• **STUDY MATERIAL**

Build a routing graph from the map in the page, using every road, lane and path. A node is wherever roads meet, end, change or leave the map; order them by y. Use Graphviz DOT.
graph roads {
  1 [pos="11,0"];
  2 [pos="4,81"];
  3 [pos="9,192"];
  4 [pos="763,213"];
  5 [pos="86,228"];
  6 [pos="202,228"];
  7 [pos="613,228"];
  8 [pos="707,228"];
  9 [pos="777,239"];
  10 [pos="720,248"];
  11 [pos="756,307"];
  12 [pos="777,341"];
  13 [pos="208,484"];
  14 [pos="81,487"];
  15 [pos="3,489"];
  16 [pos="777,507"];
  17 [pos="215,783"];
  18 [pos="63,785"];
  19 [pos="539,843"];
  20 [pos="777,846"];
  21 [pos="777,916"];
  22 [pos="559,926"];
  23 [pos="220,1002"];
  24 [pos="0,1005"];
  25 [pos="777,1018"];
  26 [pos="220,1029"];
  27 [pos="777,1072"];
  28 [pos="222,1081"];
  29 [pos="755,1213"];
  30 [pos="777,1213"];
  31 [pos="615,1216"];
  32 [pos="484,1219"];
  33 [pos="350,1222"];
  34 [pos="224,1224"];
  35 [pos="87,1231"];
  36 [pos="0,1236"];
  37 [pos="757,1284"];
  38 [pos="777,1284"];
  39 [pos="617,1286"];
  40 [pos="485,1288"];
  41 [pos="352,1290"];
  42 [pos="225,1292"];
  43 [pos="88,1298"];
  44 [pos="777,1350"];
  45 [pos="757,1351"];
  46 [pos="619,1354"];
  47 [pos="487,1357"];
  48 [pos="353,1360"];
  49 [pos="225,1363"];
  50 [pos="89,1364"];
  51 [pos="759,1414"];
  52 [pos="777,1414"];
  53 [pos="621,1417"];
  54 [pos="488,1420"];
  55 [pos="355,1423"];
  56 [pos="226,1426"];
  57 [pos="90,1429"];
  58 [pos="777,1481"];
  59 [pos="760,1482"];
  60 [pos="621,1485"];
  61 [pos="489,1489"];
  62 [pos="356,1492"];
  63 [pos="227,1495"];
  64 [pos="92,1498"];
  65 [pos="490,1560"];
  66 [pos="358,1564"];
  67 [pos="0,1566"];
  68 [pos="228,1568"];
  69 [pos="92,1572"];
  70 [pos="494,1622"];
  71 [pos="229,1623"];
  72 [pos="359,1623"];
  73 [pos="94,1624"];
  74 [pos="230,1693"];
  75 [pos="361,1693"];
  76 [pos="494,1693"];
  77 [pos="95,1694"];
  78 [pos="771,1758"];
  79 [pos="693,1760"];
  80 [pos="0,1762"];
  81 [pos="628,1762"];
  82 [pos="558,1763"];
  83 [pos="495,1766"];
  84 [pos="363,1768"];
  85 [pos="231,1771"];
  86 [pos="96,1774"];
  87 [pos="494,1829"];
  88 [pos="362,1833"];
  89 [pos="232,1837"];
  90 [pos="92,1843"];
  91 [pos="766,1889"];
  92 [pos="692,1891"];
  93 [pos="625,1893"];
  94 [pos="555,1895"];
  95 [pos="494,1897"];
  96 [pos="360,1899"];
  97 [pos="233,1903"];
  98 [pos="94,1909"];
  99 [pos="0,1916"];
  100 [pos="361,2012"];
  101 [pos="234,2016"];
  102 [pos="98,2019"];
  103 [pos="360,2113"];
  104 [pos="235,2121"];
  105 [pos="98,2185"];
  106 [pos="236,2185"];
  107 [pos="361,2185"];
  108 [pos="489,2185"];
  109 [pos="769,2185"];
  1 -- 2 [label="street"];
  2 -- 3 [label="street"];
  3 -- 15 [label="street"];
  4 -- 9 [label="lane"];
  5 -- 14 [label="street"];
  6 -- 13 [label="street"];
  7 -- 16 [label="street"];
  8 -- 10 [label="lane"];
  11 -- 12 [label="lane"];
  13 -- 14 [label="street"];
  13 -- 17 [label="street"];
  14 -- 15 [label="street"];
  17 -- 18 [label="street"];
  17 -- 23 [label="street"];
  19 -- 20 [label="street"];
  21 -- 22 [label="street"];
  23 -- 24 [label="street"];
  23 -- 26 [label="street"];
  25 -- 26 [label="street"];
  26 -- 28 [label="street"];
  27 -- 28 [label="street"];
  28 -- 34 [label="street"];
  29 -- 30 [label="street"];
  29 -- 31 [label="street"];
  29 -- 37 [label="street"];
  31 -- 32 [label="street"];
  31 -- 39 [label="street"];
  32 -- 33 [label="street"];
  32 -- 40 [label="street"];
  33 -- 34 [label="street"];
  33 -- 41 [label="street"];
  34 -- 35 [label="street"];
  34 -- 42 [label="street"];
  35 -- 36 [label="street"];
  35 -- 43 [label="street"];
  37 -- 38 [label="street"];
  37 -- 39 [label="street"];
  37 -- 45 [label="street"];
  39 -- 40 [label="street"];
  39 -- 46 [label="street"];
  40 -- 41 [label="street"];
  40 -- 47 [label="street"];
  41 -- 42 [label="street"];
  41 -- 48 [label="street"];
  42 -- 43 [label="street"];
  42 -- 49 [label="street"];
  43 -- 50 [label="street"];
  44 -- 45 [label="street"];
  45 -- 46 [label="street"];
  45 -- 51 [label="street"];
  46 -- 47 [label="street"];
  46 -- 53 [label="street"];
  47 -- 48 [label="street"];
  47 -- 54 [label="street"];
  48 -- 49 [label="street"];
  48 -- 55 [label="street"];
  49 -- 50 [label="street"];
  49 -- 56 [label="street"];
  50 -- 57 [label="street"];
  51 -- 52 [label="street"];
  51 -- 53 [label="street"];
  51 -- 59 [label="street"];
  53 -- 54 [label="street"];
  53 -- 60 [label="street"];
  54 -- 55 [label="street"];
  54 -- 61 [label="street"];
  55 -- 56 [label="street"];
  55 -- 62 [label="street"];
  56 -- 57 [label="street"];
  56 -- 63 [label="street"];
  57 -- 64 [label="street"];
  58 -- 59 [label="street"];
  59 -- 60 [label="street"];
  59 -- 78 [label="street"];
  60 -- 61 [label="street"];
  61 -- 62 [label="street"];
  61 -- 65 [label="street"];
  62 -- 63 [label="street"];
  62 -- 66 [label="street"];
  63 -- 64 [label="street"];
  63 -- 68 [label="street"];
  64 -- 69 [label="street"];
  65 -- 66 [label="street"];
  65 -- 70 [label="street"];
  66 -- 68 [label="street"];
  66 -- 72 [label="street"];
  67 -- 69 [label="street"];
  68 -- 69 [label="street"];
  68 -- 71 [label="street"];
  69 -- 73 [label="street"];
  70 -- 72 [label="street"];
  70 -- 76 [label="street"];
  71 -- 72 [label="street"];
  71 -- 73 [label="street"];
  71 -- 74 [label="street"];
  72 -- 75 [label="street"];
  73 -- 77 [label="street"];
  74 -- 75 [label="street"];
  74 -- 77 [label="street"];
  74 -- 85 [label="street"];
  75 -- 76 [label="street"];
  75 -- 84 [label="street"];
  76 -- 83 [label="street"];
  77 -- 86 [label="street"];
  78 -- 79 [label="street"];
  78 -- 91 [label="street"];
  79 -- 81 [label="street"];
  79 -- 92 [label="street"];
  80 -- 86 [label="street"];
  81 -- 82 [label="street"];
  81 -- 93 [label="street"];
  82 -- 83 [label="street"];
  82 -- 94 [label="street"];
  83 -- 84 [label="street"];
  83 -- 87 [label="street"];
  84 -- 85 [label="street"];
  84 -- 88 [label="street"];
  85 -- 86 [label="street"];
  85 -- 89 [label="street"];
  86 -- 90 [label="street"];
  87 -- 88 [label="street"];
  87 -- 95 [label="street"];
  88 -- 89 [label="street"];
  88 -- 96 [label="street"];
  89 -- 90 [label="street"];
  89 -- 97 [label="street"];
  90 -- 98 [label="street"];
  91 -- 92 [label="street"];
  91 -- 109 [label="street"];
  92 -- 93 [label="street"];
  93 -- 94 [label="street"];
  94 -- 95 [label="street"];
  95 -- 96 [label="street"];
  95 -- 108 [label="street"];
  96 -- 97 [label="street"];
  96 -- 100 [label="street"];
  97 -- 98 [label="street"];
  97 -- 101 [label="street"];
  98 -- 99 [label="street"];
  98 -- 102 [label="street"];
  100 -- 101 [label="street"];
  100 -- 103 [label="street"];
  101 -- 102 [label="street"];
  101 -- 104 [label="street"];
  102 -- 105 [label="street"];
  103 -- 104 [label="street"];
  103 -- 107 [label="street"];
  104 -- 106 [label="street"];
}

• **YOUR ASSIGNMENT**
Wherever the word "graph" shows up in the material, copy the line it is on.

• **WRITTEN ANSWER**
Build a routing graph from the map in the page, using every road, lane and path. A node is wherever roads meet, end, change or leave the map; order them by y. Use Graphviz DOT.
graph roads {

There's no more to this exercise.